Term BSBY (1-, 3-, 6-, 12-month) is underpinned primarily by trades of commercial paper and certificates of deposit issued by 34 banks. Further, the median trading volume behind three-month BSBY is less than $10 billion per day.[5] Median trading volumes for 6- and 12-month BSBY are even lower.
That’s why I agree with the ARRC that the Secured Overnight Financing Rate (SOFR), which is based on a nearly trillion-dollar market,[6] is a preferable alternative rate.
Earlier, I said that the emperor is LIBOR. I’d hate if we replaced one clothes-less emperor with another based on the unsecured, term, bank-to-bank lending market that has dried up.
This brings me to Warren Buffett. He’s said, “You only find out who is swimming naked when the tide goes out.”[7] I worry that a crisis will reveal BSBY’s flaws all too clearly.
Let’s not wait for the tide to ebb to see the emperor still has no clothes.
ENDNOTES
[1] See Gary Gensler, “Libor, Naked and Exposed” (Aug. 7, 2012), available at https://www.nytimes.com/2012/08/07/opinion/libor-naked-and-exposed.html.
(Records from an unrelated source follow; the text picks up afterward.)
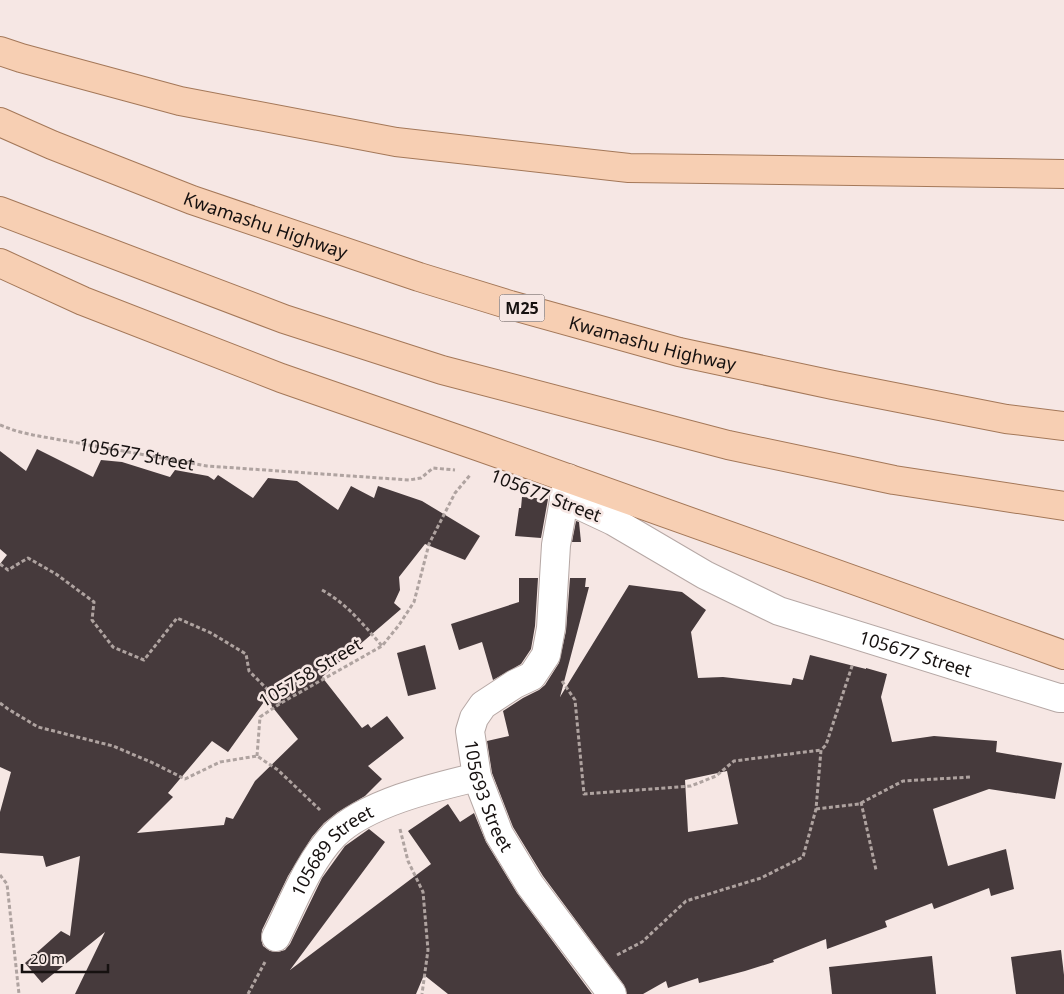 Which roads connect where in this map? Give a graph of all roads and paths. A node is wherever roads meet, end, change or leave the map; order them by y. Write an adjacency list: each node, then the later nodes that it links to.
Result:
1 (0, 51): 3 (main road)
2 (0, 122): 7 (main road, Kwamashu Highway / M25)
3 (1064, 174)
4 (0, 211): 11 (main road)
5 (0, 263): 10 (main road)
6 (0, 425): 8 (path, 105677 Street)
7 (1064, 426)
8 (461, 469)
9 (476, 469): 15 (path, 105758 Street)
10 (566, 488): 14 (street, 105677 Street); 16 (street, 105693 Street); 17 (main road)
11 (1064, 506)
12 (0, 564): 20 (path)
13 (322, 590): 15 (path, 105758 Street)
14 (862, 637): 18 (street, 105677 Street); 21 (path)
15 (382, 646): 20 (path, 105758 Street)
16 (546, 655): 21 (path); 23 (street, 105693 Street)
17 (1064, 655)
18 (1064, 698)
19 (0, 703): 22 (path)
20 (281, 703): 22 (path, 105758 Street)
21 (821, 750): 27 (path)
22 (257, 756): 28 (path)
23 (477, 777): 25 (street, 105689 Street); 32 (street, 105693 Street)
24 (971, 777): 26 (path)
25 (394, 801): 28 (street, 105689 Street); 35 (path)
26 (861, 802): 27 (path); 29 (path)
27 (816, 809): 32 (path)
28 (340, 829): 31 (street, 105689 Street)
29 (876, 870)
30 (0, 875): 33 (path)
31 (276, 937): 34 (path)
32 (596, 973): 36 (street, 105693 Street)
33 (20, 994)
34 (248, 994)
35 (422, 994)
36 (612, 994)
[2] See OICV-IOSCO, “Principles for Financial Benchmarks” (July 2013), available at https://www.iosco.org/library/pubdocs/pdf/IOSCOPD415.pdf.
[3] See Financial Stability Board, “Interest rate benchmark reform” (June 2, 2021), available at https://www.fsb.org/wp-content/uploads/P020621-2.pdf.
[4] See BSBY: Additional analysis and key facts (July 1, 2021), available at https://assets.bbhub.io/professional/sites/27/Bloomberg_BSBY_Report_070121-1.pdf.
[5] See Bloomberg Professional Services, “White Paper: Introducing the Bloomberg Short-Term Bank Yield Index (BSBY)” (Dec. 18, 2020), available at https://www.bloomberg.com/professional/introducing-the-bloomberg-short-term-bank-yield-index-bsby/.
[6] See Federal Reserve Bank of New York, “Secured Overnight Financing Rate Data,” available at https://www.newyorkfed.org/markets/reference-rates/sofr.
[7] See Money.com, “Swimming Naked When the Tide Goes Out” (April 2, 2009), available at https://money.com/swimming-naked-when-the-tide-goes-out/.
These remarks were delivered on September 20, 2021, by Gary Gensler, chairman of the U.S. Securities and Exchange Commission, at the Alternative Reference Rates Committee’s SOFR Symposium in Washington, D.C.